*PROBLEM TO WORK ON*: Work out how many lines of the data hold the string "Saint", and reply with that number alone.

[Stored items]
━━━━

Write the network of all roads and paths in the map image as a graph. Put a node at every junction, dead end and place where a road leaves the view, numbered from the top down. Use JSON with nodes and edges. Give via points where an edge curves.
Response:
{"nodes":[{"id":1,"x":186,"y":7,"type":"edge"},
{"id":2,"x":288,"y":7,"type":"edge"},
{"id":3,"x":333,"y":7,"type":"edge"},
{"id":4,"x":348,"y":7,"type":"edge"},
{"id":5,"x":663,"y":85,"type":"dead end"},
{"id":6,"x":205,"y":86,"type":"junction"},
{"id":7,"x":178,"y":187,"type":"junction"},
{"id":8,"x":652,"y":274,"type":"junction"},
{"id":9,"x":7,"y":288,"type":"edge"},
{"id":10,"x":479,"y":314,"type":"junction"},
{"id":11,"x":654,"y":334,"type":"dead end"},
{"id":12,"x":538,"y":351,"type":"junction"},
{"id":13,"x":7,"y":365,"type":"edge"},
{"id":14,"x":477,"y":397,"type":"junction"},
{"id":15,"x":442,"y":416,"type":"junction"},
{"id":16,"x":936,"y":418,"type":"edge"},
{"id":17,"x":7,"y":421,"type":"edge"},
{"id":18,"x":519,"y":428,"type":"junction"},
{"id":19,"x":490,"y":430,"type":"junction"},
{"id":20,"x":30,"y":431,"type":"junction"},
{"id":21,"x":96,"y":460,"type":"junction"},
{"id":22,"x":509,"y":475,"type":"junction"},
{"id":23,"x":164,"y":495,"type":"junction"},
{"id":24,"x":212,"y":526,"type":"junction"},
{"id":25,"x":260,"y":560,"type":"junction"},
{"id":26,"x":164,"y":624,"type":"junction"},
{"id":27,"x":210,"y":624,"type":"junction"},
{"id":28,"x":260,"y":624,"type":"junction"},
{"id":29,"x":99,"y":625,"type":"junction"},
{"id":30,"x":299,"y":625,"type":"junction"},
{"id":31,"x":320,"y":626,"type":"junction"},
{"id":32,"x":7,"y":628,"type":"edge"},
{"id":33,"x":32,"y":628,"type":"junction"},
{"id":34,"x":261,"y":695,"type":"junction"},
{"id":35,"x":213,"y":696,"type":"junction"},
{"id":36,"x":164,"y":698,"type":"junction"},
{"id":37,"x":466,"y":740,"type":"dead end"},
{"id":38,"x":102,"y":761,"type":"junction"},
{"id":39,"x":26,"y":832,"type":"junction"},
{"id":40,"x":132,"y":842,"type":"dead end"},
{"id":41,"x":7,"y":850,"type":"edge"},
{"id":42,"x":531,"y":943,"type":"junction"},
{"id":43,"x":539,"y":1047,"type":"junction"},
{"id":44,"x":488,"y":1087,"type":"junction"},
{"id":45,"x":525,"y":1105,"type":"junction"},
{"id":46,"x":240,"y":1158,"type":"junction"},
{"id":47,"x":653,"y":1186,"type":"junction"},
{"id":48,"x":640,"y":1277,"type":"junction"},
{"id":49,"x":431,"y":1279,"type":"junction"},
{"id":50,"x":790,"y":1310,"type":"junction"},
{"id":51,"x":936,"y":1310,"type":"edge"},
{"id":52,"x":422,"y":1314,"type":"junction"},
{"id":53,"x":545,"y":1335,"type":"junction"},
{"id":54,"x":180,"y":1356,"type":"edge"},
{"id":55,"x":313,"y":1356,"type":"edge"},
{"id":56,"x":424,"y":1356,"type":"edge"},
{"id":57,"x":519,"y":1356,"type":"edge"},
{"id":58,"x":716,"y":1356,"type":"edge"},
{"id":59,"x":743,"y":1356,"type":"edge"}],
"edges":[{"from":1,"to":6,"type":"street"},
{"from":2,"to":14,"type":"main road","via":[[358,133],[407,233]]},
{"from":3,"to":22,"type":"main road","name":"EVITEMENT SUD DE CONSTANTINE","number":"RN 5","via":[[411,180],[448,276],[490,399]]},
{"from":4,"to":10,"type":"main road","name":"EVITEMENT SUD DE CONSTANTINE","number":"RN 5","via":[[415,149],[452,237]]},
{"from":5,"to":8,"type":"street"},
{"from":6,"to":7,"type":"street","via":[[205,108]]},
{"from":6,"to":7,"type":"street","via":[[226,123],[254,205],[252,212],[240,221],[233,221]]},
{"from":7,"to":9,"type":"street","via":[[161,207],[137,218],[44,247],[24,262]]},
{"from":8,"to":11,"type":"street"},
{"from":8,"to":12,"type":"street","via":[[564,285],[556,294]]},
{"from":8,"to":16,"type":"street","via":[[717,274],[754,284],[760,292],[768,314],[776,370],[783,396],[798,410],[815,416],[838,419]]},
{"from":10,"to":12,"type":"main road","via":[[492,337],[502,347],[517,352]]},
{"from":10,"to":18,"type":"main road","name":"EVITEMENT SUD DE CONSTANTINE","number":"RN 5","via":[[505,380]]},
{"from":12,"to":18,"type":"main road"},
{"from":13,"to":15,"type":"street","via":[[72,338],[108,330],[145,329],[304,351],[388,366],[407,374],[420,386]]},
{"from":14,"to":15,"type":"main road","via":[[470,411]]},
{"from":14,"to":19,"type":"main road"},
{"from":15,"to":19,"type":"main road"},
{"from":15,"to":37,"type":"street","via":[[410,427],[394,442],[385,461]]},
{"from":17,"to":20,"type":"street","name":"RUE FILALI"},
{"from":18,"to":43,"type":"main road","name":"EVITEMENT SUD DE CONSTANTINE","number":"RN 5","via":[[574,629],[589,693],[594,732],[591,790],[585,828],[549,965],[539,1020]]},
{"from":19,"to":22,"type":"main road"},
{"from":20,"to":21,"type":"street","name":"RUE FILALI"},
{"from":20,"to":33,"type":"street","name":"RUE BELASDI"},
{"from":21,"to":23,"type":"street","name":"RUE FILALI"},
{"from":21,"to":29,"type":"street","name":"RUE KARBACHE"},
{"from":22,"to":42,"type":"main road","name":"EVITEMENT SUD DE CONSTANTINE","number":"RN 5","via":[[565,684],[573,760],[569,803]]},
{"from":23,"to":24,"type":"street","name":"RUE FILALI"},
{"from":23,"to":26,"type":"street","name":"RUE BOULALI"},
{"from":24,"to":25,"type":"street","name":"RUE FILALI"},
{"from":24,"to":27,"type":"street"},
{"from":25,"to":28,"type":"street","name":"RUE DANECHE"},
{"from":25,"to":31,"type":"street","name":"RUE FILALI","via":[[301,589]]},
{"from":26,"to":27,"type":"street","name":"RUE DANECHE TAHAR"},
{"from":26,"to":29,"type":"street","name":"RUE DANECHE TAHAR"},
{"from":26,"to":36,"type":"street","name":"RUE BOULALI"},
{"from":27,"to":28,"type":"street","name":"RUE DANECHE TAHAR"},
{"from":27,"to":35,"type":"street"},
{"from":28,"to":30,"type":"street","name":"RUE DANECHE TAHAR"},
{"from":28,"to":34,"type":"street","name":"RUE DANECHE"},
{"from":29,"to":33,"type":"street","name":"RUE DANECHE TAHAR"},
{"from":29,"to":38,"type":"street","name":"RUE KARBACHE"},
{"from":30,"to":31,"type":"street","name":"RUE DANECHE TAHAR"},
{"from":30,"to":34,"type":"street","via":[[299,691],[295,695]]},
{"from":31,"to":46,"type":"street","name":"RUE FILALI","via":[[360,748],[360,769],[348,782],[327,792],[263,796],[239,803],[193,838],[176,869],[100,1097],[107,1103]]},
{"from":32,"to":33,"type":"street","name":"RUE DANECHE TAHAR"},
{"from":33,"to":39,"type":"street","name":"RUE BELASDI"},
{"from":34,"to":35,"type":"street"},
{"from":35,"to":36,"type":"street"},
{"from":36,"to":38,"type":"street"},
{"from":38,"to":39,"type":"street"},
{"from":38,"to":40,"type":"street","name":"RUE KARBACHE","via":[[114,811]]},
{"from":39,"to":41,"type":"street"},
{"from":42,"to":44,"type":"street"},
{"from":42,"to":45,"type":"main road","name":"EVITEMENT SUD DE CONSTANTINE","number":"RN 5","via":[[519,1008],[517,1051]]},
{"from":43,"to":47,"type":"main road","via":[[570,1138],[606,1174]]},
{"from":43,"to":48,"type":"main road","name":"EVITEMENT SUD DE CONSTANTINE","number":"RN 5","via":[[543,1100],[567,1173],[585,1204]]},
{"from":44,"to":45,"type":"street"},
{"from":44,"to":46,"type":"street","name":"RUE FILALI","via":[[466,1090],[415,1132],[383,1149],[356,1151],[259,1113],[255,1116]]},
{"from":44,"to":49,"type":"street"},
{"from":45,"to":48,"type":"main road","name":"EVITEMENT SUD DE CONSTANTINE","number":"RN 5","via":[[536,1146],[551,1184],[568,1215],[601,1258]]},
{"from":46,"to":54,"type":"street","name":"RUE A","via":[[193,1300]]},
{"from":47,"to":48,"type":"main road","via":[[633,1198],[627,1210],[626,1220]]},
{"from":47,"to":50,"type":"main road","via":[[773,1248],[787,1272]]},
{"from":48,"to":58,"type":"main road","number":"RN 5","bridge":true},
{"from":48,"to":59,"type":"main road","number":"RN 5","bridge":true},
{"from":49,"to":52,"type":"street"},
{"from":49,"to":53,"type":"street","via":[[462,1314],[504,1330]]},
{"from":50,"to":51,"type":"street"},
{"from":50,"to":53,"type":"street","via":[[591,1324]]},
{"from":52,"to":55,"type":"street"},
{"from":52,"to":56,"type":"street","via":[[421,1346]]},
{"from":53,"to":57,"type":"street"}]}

━━━━

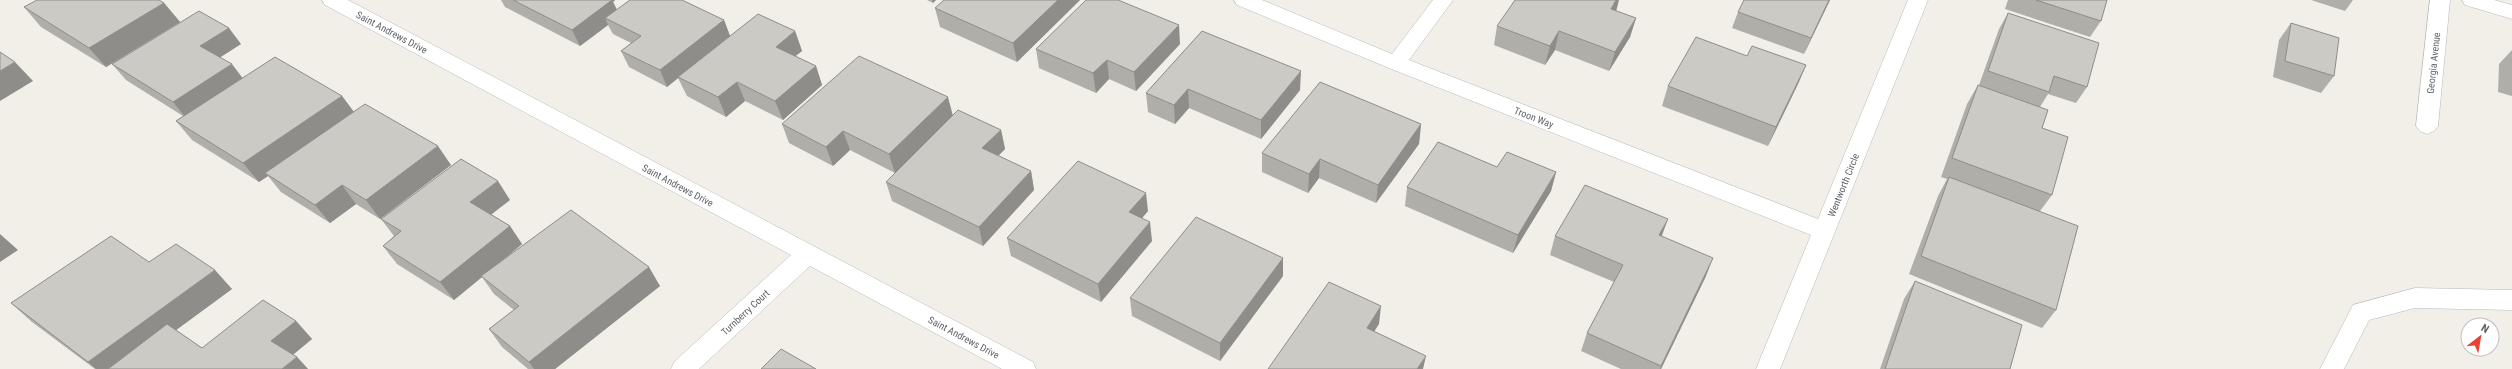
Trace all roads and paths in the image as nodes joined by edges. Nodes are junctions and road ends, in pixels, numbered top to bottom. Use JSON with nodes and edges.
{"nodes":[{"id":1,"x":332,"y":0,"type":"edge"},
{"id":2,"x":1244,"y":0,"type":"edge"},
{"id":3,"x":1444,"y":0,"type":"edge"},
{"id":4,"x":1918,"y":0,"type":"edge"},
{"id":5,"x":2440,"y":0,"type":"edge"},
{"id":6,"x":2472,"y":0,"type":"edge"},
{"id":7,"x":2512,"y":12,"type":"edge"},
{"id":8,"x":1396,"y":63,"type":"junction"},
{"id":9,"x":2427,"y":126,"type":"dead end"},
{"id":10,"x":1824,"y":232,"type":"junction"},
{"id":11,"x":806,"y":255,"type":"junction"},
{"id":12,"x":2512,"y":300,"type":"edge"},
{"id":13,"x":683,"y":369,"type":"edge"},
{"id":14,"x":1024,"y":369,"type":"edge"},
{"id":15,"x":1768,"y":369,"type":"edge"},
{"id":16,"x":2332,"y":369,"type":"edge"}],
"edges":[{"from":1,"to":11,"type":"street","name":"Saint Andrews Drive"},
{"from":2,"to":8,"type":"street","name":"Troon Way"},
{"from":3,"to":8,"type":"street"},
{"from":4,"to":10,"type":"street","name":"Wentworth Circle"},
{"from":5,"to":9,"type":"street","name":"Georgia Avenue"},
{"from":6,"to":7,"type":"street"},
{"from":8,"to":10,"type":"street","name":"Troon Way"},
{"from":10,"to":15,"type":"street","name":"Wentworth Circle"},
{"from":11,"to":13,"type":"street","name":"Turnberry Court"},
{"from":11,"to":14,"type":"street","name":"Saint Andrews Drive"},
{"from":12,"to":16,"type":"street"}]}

━━━━

*TASK ANSWER*: 2